Work task:
Look below for the lines from the one with "middle dip: (702, 883)" to the one with "index dip: (1261, 835)", and copy exactly those lines, both ends included.

Input for this task:
"""

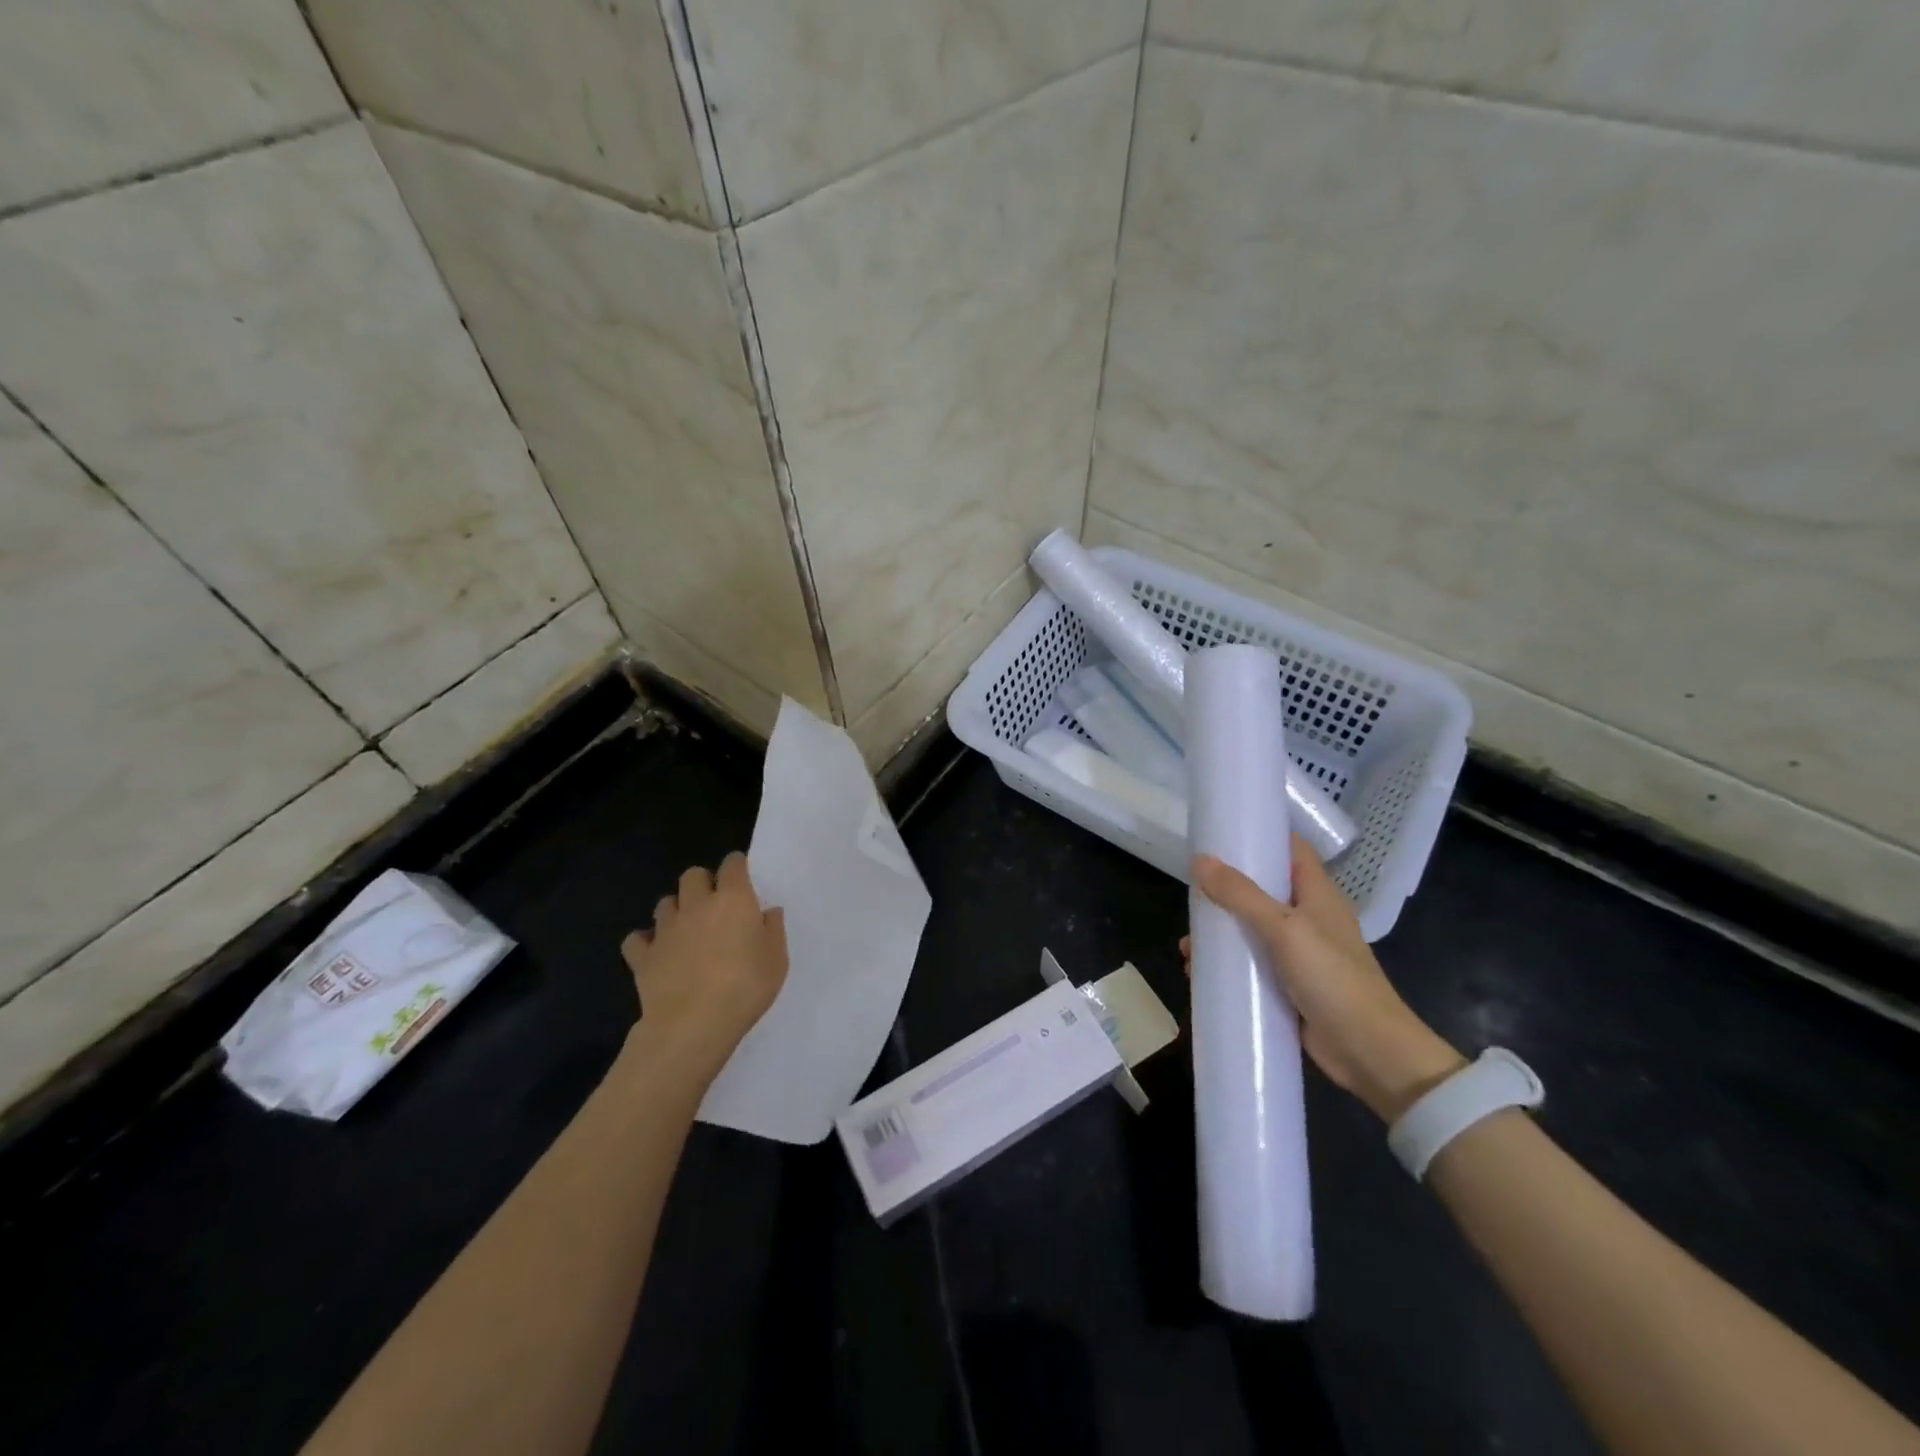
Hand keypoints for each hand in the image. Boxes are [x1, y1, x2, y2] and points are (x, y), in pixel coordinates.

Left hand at [621, 853, 787, 1082]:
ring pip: (665, 903)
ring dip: (676, 910)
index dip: (737, 867)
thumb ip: (773, 930)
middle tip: (714, 904)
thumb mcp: (777, 960)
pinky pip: (637, 939)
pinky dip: (645, 942)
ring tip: (686, 929)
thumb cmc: (745, 988)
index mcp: (733, 899)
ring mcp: (666, 929)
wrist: (693, 1024)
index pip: (732, 864)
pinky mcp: (643, 956)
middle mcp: (697, 905)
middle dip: (702, 883)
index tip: (743, 879)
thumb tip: (768, 911)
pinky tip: (656, 953)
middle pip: (693, 875)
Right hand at [1186, 837, 1462, 1120]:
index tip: (1222, 831)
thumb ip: (1241, 895)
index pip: (1291, 849)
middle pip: (1262, 890)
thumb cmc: (1333, 979)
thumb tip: (1200, 860)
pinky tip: (1198, 974)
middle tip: (1191, 892)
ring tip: (1187, 946)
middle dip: (1225, 890)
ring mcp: (1298, 954)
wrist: (1371, 1054)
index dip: (1261, 835)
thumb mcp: (1284, 929)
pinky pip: (1251, 967)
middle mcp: (1308, 918)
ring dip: (1219, 935)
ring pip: (1250, 931)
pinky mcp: (1288, 986)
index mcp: (1317, 894)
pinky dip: (1226, 967)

"""

Output for this task:
middle dip: (702, 883)
index tip: (743, 879)
thumb tip: (768, 911)
pinky tip: (656, 953)
middle pip: (693, 875)
Right hand at [1186, 837, 1462, 1120]:
index tip: (1222, 831)
thumb ip: (1241, 895)
index pip: (1291, 849)
middle pip: (1262, 890)
thumb cmc: (1333, 979)
thumb tip: (1200, 860)
pinky tip: (1198, 974)
middle tip: (1191, 892)
ring tip: (1187, 946)
middle dip: (1225, 890)
ring mcp: (1298, 954)
wrist: (1371, 1054)
index dip: (1261, 835)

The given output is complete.